┌─ STUDY MATERIAL

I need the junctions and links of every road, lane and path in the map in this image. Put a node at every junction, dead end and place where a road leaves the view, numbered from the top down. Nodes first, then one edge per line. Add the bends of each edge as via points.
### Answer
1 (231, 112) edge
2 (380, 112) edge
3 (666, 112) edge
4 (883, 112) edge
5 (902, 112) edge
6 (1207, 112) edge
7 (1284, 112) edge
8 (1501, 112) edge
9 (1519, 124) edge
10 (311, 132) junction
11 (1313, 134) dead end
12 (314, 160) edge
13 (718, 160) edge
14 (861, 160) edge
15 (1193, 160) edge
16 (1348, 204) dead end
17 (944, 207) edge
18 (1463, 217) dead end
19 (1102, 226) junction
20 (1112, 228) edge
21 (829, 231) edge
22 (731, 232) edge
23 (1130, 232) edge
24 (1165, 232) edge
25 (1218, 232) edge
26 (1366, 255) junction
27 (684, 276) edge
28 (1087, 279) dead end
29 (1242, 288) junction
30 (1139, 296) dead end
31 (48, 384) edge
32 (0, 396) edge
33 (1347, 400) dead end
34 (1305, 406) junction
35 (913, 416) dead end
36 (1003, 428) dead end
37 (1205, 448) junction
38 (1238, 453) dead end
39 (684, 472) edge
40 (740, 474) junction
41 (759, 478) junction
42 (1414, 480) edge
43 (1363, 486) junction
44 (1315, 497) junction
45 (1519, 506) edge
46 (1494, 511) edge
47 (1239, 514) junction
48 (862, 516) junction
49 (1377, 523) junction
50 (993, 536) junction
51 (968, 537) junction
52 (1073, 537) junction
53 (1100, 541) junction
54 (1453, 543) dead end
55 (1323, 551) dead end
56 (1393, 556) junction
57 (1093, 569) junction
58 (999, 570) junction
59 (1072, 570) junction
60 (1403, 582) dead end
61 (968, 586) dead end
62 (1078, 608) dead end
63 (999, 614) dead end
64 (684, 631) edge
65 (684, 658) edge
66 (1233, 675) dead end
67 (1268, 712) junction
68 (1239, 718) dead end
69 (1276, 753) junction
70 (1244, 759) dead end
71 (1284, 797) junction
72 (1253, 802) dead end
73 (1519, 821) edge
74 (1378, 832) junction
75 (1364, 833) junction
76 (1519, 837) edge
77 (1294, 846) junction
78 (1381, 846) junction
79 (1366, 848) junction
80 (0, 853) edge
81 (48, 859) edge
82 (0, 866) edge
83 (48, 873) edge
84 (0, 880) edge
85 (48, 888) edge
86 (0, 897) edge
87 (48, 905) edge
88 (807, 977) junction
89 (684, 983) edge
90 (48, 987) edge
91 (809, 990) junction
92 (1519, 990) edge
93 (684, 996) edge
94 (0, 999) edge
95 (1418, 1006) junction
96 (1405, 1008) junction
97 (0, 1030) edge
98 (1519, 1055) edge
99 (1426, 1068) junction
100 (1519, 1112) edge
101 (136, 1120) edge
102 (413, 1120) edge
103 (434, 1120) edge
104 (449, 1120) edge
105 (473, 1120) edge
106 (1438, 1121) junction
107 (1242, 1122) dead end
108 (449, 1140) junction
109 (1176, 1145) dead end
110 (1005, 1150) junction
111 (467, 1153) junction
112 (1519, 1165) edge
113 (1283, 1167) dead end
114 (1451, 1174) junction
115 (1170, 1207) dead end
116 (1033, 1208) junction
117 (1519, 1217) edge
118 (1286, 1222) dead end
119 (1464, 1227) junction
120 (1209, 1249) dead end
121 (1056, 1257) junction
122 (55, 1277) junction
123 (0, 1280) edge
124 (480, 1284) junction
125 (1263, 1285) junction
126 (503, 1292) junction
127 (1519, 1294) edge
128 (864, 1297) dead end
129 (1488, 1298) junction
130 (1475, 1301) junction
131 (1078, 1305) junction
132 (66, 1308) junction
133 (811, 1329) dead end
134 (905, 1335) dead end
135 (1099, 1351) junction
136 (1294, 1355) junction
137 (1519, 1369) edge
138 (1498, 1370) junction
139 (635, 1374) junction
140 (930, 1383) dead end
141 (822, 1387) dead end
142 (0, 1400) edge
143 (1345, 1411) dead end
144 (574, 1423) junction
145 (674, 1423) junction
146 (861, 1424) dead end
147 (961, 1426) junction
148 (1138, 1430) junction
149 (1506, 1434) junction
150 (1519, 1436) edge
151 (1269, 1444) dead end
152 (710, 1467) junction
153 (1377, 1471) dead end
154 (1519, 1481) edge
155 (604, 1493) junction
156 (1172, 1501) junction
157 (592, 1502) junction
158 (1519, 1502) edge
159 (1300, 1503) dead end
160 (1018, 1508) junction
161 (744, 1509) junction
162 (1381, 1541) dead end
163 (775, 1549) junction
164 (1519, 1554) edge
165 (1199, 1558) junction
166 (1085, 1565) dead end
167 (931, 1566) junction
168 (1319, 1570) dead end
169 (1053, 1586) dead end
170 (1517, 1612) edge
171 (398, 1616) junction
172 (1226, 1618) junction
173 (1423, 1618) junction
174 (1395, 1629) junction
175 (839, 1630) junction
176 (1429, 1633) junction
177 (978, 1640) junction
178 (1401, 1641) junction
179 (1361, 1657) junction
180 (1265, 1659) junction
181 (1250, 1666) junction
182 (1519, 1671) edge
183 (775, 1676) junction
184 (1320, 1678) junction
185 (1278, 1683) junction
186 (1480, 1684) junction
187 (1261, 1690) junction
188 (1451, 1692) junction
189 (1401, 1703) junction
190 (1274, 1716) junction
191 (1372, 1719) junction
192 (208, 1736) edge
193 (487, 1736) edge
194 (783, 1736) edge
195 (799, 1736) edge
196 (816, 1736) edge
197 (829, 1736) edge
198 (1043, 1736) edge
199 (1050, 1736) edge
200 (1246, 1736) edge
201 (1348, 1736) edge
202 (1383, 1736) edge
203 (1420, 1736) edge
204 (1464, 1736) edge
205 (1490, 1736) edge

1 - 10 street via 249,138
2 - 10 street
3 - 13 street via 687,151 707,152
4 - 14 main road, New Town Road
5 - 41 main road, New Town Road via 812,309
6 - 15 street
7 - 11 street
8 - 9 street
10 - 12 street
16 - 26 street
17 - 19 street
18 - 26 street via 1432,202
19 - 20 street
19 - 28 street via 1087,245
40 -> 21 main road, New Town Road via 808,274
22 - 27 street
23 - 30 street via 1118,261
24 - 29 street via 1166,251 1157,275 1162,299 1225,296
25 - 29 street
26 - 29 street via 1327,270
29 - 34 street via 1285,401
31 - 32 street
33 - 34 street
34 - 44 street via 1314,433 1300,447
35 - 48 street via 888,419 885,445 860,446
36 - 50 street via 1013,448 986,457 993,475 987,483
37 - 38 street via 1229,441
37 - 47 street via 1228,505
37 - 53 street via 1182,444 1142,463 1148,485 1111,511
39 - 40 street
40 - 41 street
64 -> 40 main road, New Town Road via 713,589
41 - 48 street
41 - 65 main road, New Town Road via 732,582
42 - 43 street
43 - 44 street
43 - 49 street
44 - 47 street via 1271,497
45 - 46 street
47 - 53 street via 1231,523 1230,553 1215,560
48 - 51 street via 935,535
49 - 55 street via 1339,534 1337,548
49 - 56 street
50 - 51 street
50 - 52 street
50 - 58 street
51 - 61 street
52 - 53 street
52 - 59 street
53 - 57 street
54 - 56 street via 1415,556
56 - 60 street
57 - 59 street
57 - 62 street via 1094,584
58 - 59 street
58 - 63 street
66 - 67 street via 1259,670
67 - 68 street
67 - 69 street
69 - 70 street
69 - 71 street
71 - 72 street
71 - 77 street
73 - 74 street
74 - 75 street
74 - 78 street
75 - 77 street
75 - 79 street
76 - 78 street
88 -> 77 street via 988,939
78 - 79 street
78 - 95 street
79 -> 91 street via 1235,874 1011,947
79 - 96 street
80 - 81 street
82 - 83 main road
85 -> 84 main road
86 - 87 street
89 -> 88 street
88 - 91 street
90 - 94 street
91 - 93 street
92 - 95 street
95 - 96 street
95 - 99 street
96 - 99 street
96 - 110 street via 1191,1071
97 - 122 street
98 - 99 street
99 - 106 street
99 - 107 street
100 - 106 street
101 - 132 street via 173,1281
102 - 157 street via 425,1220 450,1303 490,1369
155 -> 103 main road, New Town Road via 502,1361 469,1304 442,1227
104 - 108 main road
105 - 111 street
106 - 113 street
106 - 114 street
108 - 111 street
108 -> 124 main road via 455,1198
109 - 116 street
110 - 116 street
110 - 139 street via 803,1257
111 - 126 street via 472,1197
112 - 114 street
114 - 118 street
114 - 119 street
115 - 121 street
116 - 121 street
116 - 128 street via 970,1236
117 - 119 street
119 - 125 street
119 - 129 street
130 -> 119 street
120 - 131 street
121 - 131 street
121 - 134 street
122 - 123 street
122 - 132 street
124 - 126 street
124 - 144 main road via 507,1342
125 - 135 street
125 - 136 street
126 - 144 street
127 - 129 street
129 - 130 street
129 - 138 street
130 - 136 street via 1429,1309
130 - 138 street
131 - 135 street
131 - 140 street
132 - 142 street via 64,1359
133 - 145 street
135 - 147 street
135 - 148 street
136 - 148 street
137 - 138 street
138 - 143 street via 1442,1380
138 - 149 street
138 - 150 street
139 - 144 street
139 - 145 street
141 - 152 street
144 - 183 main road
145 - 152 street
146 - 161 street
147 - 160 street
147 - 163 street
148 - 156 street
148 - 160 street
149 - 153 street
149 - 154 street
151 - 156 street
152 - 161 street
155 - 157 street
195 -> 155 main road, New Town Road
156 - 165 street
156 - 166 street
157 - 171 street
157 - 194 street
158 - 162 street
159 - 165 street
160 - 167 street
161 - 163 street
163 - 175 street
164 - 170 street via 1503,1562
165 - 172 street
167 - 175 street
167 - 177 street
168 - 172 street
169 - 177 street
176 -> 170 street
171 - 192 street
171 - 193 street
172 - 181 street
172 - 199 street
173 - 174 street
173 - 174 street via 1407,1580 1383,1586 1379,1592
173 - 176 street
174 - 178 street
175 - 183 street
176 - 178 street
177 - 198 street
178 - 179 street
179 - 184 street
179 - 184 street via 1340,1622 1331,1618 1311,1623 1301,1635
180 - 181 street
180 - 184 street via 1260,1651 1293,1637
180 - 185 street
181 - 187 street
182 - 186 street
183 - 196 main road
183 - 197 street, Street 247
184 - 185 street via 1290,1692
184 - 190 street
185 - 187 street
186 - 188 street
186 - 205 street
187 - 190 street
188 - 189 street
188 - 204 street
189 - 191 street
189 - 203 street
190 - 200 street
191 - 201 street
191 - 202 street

└─

### ACTION ITEM
Only the number is wanted: how many lines in the data include the word "Town"?

### OUTPUT OF THE EXERCISE
7